Initially, Squarcio’s illegal fishing seems a sort of game, especially because his antagonist is a coast-guard agent who’s another boyhood friend. Then a series of developments threatens both Squarcio’s swaggering style and the relatively prosperous life he’s built for his wife, Rosetta (Valli), and their kids: A new coast-guard agent with a faster boat replaces Squarcio’s buddy, buying a new motor to increase the speed of his own boat sinks Squarcio into debt, and the fish-bomber’s activities threaten not one but two suitors of his lovely daughter, Diana (Ranchi). Squarcio still struts, but his desperation forces him to violate local codes of honor, take foolhardy risks, and embarrass even his fiercely loyal (and just plain fierce) sons.

If The Wide Blue Road is not a lost masterpiece, it’s nonetheless more entertaining than most recent American fare—in part because it respects the same verities Hollywood once honored. Although sometimes stagey and overstated, the movie wrings the maximum drama from primal conflicts, sweeping seascapes, and cussed individualism. Pontecorvo has to take a sudden left turn to reach the conclusion, but the rest of the film confidently follows the course of old-school populist melodrama.

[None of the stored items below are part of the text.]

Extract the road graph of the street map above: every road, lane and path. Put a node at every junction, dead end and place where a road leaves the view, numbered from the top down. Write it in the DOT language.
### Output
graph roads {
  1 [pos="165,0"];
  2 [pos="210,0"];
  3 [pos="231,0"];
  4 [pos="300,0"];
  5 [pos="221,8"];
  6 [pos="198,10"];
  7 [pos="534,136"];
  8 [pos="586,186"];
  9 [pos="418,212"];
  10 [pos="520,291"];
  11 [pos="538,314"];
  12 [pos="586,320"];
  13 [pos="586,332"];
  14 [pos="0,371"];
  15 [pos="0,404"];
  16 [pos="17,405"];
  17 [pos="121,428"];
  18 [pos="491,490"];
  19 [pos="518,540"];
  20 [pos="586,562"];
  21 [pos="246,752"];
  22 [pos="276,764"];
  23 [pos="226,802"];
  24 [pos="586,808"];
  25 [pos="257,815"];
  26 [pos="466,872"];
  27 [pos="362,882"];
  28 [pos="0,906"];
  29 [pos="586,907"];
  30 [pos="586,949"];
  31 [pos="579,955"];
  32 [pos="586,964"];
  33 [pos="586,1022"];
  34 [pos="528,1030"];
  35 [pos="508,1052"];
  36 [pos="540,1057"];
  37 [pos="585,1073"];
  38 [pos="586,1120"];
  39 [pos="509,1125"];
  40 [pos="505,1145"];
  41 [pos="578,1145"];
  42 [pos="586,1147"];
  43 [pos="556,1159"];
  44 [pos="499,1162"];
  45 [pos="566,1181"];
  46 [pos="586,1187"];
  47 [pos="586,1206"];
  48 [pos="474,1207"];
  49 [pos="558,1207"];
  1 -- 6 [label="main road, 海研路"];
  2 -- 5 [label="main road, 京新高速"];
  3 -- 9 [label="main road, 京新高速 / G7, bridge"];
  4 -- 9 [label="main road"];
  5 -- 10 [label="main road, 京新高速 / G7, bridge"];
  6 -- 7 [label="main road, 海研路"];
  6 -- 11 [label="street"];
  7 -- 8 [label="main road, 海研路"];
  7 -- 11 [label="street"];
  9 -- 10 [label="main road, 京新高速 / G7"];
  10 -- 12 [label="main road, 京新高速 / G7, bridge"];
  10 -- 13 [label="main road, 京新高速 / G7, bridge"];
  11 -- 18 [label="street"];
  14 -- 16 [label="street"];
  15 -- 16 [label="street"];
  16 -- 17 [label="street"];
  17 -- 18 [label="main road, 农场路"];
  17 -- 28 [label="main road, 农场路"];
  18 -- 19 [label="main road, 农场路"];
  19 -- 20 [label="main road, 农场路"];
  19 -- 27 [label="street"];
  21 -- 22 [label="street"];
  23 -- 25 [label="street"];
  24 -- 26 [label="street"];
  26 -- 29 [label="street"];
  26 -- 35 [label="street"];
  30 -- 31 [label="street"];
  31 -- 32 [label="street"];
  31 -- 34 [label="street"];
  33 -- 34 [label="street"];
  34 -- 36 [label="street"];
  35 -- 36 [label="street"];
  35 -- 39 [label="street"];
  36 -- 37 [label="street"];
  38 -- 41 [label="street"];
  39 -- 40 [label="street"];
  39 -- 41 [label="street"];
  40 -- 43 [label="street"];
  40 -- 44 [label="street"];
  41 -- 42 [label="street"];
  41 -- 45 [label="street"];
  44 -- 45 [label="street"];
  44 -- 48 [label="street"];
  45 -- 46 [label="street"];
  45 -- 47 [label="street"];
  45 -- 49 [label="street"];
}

In Bob le Flambeur, Jean-Pierre Melville depicted mean-streeted Montmartre as a sort of thug’s wonderland. Almost 50 years later, gentrification—and digital image enhancement—has banished the thugs, leaving only the wonderland. Its Alice is Amélie, the title character of Jean-Pierre Jeunet’s sorta comic, almost blithe ode to Gallic eccentricity, altruism, and serendipity. She’ll warm your heart, even if the film’s industrial-strength whimsy singes your shirt in the process.

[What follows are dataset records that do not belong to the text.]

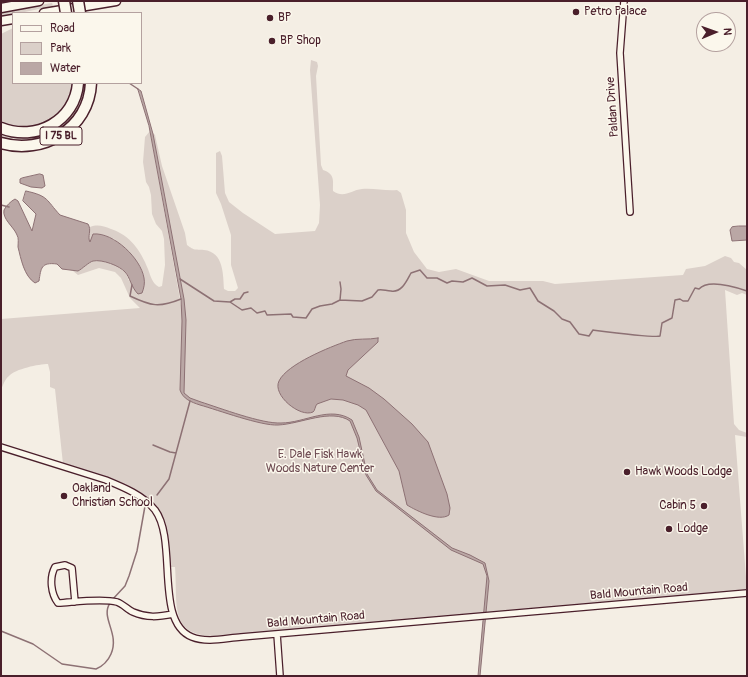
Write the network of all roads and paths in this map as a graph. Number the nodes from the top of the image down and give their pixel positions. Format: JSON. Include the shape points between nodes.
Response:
{"nodes":[{"id":1,"x":39,"y":1,"type":"edge"},
{"id":2,"x":64,"y":1,"type":"edge"},
{"id":3,"x":78,"y":1,"type":"edge"},
{"id":4,"x":116,"y":1,"type":"edge"},
{"id":5,"x":624,"y":1,"type":"edge"},
{"id":6,"x":1,"y":8,"type":"edge"},
{"id":7,"x":50,"y":12,"type":"edge"},
{"id":8,"x":66,"y":12,"type":"edge"},
{"id":9,"x":80,"y":12,"type":"edge"},
{"id":10,"x":12,"y":19,"type":"edge"},
{"id":11,"x":1,"y":21,"type":"edge"},
{"id":12,"x":78,"y":84,"type":"edge"},
{"id":13,"x":91,"y":84,"type":"edge"},
{"id":14,"x":1,"y":128,"type":"edge"},
{"id":15,"x":1,"y":143,"type":"edge"},
{"id":16,"x":630,"y":212,"type":"dead end"},
{"id":17,"x":1,"y":447,"type":"edge"},
{"id":18,"x":747,"y":593,"type":"edge"},
{"id":19,"x":75,"y":602,"type":"junction"},
{"id":20,"x":173,"y":614,"type":"junction"},
{"id":21,"x":277,"y":634,"type":"junction"},
{"id":22,"x":280,"y":676,"type":"edge"}],
"edges":[{"from":1,"to":6,"type":"main road"},
{"from":2,"to":8,"type":"highway","bridge":true},
{"from":3,"to":9,"type":"highway","bridge":true},
{"from":4,"to":7,"type":"main road"},
{"from":5,"to":16,"type":"street","name":"Paldan Drive","via":[[620,54]]},
{"from":10,"to":11,"type":"main road"},
{"from":12,"to":14,"type":"highway","via":[[72,105],[54,124],[26,133]]},
{"from":13,"to":15,"type":"highway","number":"I 75 BL","via":[[85,110],[61,136],[31,146]]},
{"from":17,"to":20,"type":"street","name":"Bald Mountain Road","via":[[106,480],[146,501],[154,509],[164,529],[168,590]]},
{"from":18,"to":21,"type":"street","name":"Bald Mountain Road"},
{"from":19,"to":19,"type":"street","via":[[72,568],[65,565],[55,567],[52,573],[53,596],[58,603]]},
{"from":19,"to":20,"type":"street","via":[[118,602],[133,612],[152,618]]},
{"from":20,"to":21,"type":"street","name":"Bald Mountain Road","via":[[180,628],[198,639]]},
{"from":21,"to":22,"type":"street"}]}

Before going solo with the widely disliked Alien Resurrection, Jeunet co-directed two features with Marc Caro, Delicatessen and The City of Lost Children. Amélie returns to the comics-influenced visual style of those black-hearted romps, but with a lighter outlook. It’s a romance—and not just between repressed cafe waitress Amélie (Venus Beauty Institute’s Audrey Tautou) and porn-shop employee Nino (Hate director Mathieu Kassovitz). The film is also the director’s testament of true love to Paris, and especially Montmartre. Although Amélie features 80 locations, nearly all the action takes place within walking distance of Pigalle, Bob the flambeur’s old haunt—and Jeunet’s current one. Saucer-eyed Amélie even works at the director’s local cafe, Les Deux Moulins.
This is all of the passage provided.